What to produce - Set down the final part of the listing, which starts at the line containing "I need the junctions" and runs to the last line, exactly and completely.

= Beginning of Section =

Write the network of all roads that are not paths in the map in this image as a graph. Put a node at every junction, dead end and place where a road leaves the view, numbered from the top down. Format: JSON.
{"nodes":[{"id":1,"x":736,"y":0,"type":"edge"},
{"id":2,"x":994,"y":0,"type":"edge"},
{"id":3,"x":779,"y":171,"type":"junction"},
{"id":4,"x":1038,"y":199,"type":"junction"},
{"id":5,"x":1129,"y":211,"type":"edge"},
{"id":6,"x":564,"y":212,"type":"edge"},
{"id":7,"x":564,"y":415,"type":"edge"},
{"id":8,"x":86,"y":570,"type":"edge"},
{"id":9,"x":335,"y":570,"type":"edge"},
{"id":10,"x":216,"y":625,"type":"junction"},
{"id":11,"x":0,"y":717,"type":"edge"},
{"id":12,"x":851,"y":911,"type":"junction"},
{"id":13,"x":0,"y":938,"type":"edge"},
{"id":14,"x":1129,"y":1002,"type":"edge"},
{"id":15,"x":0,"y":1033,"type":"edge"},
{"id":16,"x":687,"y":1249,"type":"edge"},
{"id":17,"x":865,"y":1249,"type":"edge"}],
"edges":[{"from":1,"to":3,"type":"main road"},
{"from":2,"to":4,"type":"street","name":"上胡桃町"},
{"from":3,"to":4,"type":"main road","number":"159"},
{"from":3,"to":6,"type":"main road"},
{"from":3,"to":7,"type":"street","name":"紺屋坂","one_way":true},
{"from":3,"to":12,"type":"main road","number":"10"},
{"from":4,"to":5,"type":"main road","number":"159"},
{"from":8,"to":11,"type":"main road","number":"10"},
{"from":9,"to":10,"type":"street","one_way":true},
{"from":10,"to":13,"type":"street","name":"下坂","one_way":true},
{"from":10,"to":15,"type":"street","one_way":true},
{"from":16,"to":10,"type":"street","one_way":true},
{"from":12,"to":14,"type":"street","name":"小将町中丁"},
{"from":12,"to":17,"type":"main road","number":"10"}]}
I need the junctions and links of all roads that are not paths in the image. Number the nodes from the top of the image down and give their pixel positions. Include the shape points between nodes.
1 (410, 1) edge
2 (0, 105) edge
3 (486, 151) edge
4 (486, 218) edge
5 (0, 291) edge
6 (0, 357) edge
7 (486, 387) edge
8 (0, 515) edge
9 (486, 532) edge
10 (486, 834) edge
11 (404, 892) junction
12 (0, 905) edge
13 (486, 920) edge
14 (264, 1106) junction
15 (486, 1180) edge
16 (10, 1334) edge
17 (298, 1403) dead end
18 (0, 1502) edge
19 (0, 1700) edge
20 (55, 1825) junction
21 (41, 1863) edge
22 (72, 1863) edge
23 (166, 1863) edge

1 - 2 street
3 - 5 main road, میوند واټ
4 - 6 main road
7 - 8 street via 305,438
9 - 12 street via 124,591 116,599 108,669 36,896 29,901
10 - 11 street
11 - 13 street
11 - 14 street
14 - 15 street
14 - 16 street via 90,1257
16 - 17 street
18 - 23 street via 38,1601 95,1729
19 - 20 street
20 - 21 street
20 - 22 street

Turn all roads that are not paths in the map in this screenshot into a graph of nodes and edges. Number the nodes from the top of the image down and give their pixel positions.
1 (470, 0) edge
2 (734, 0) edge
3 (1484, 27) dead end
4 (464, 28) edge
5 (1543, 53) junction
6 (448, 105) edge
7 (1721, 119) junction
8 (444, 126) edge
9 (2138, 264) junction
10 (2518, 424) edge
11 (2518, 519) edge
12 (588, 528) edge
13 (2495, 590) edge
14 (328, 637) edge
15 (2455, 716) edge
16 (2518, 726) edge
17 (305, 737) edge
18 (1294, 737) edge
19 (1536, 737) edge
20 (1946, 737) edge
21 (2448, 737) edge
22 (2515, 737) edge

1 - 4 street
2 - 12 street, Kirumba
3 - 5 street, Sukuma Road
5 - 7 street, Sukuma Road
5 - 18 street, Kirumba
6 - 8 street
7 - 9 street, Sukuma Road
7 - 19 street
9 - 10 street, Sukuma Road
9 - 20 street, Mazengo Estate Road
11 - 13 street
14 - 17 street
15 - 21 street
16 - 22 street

= End of Section =

Expected answer -
I need the junctions and links of all roads that are not paths in the image. Number the nodes from the top of the image down and give their pixel positions. Include the shape points between nodes.
1 (410, 1) edge
2 (0, 105) edge
3 (486, 151) edge
4 (486, 218) edge
5 (0, 291) edge
6 (0, 357) edge
7 (486, 387) edge
8 (0, 515) edge
9 (486, 532) edge
10 (486, 834) edge
11 (404, 892) junction
12 (0, 905) edge
13 (486, 920) edge
14 (264, 1106) junction
15 (486, 1180) edge
16 (10, 1334) edge
17 (298, 1403) dead end
18 (0, 1502) edge
19 (0, 1700) edge
20 (55, 1825) junction
21 (41, 1863) edge
22 (72, 1863) edge
23 (166, 1863) edge

1 - 2 street
3 - 5 main road, میوند واټ
4 - 6 main road
7 - 8 street via 305,438
9 - 12 street via 124,591 116,599 108,669 36,896 29,901
10 - 11 street
11 - 13 street
11 - 14 street
14 - 15 street
14 - 16 street via 90,1257
16 - 17 street
18 - 23 street via 38,1601 95,1729
19 - 20 street
20 - 21 street
20 - 22 street

Turn all roads that are not paths in the map in this screenshot into a graph of nodes and edges. Number the nodes from the top of the image down and give their pixel positions.
1 (470, 0) edge
2 (734, 0) edge
3 (1484, 27) dead end
4 (464, 28) edge
5 (1543, 53) junction
6 (448, 105) edge
7 (1721, 119) junction
8 (444, 126) edge
9 (2138, 264) junction
10 (2518, 424) edge
11 (2518, 519) edge
12 (588, 528) edge
13 (2495, 590) edge
14 (328, 637) edge
15 (2455, 716) edge
16 (2518, 726) edge
17 (305, 737) edge
18 (1294, 737) edge
19 (1536, 737) edge
20 (1946, 737) edge
21 (2448, 737) edge
22 (2515, 737) edge

1 - 4 street
2 - 12 street, Kirumba
3 - 5 street, Sukuma Road
5 - 7 street, Sukuma Road
5 - 18 street, Kirumba
6 - 8 street
7 - 9 street, Sukuma Road
7 - 19 street
9 - 10 street, Sukuma Road
9 - 20 street, Mazengo Estate Road
11 - 13 street
14 - 17 street
15 - 21 street
16 - 22 street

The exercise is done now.